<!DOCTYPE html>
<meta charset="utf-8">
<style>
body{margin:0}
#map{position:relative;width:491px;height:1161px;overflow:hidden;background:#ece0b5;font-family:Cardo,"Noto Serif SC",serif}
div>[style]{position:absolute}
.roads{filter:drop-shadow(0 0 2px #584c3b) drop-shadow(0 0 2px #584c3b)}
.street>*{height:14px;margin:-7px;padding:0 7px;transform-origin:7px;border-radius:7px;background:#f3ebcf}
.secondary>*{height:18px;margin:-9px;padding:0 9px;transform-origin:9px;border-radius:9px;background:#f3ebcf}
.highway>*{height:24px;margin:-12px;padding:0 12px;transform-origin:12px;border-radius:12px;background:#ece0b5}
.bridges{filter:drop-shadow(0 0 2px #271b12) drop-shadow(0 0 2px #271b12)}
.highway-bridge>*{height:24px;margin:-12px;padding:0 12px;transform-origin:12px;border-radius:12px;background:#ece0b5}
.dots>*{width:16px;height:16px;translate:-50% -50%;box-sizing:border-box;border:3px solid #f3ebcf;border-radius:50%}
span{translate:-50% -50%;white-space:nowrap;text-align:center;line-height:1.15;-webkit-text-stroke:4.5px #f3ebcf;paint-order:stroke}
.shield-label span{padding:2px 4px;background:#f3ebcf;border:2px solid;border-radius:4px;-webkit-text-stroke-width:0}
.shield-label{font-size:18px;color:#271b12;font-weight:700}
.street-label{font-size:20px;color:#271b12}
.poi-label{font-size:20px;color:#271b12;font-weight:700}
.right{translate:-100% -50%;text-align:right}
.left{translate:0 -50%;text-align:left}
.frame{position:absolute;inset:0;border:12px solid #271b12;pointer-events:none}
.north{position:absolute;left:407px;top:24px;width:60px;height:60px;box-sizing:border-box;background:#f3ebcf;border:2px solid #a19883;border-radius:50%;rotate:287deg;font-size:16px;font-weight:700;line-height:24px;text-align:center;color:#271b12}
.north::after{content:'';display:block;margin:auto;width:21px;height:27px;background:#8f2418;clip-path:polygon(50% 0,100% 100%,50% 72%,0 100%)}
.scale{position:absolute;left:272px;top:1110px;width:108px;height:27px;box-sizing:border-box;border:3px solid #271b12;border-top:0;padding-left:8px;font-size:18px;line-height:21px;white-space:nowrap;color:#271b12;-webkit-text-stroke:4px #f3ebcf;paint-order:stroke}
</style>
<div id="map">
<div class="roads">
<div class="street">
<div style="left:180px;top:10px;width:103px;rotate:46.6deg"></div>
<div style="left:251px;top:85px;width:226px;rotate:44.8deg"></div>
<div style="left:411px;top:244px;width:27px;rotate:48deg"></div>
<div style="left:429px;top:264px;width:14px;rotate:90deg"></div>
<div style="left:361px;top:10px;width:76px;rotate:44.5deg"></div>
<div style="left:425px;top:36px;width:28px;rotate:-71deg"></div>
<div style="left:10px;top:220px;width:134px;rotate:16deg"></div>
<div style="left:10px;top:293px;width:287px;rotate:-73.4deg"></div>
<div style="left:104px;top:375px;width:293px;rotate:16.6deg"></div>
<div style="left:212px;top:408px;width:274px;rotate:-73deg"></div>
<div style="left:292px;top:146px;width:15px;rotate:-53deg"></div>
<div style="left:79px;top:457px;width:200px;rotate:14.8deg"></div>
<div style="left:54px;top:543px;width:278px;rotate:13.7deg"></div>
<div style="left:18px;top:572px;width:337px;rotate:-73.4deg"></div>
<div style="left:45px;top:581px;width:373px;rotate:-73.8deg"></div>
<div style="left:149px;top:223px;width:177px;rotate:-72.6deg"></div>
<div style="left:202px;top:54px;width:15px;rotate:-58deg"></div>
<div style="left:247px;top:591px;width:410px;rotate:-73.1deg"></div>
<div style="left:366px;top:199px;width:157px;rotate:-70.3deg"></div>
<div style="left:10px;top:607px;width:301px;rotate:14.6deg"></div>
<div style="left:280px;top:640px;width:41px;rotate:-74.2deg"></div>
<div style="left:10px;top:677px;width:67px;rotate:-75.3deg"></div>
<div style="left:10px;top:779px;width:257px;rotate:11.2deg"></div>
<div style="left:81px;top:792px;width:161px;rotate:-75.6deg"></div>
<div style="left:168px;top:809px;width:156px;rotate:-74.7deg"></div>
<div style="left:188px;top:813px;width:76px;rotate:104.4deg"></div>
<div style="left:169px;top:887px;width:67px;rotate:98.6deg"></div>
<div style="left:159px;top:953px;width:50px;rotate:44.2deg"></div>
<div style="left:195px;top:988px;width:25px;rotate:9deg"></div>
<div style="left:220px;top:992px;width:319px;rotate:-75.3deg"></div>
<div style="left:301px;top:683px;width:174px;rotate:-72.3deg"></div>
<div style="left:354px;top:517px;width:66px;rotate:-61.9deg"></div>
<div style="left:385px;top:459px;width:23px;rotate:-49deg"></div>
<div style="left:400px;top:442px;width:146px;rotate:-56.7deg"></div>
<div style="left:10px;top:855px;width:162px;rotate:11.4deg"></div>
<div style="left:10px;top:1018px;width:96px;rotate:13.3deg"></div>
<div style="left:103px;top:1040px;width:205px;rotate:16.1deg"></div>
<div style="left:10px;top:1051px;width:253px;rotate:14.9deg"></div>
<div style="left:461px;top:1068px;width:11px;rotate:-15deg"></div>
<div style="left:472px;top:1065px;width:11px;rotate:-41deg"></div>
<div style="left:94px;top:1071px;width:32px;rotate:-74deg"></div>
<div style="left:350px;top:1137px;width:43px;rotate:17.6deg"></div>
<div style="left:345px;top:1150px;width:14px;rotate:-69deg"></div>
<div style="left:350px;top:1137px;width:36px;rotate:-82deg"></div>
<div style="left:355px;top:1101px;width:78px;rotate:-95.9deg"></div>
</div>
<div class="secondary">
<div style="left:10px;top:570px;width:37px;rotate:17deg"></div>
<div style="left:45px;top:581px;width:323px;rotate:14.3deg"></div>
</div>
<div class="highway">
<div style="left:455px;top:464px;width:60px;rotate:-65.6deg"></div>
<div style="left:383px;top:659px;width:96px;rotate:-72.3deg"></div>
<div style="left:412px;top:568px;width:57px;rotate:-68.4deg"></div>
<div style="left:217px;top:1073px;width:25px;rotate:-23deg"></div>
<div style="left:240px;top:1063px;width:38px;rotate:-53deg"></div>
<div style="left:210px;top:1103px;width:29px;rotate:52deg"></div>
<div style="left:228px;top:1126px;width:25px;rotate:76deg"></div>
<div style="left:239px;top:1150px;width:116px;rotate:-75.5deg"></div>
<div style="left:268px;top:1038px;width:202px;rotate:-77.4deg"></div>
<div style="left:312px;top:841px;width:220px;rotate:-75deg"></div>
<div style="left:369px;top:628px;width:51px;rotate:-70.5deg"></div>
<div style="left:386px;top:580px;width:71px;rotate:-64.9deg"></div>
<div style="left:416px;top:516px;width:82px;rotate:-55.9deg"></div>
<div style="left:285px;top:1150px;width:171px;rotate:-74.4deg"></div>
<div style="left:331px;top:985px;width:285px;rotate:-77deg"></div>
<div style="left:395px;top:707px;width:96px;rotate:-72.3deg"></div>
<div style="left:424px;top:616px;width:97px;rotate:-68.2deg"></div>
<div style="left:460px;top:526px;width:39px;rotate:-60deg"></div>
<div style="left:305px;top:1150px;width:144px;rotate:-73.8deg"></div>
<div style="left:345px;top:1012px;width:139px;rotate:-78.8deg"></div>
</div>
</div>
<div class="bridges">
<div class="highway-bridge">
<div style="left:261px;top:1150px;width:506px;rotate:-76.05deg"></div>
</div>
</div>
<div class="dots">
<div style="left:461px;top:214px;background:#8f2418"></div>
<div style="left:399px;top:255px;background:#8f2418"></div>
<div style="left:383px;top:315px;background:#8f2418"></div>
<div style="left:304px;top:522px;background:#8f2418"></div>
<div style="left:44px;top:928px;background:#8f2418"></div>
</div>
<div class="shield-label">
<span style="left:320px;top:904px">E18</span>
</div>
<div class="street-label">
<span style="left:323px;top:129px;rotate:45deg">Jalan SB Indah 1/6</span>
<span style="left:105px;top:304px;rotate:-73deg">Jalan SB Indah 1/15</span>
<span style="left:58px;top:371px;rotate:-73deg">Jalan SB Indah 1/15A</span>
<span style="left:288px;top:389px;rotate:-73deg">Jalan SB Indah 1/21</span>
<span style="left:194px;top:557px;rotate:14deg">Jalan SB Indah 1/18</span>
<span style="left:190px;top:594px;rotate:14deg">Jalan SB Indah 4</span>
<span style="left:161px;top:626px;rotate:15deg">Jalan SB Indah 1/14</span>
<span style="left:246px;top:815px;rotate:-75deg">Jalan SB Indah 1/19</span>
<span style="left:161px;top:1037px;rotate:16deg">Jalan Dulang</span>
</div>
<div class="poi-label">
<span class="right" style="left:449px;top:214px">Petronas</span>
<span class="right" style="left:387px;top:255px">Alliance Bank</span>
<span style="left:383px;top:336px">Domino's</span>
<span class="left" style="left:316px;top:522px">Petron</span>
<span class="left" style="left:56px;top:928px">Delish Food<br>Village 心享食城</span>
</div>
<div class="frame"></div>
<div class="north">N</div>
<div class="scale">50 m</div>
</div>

--- YOUR ASSIGNMENT ---
Across the whole listing above, report each line that includes "frame".

--- WORKED SOLUTION ---
.frame{position:absolute;inset:0;border:12px solid #271b12;pointer-events:none}
<div class="frame"></div>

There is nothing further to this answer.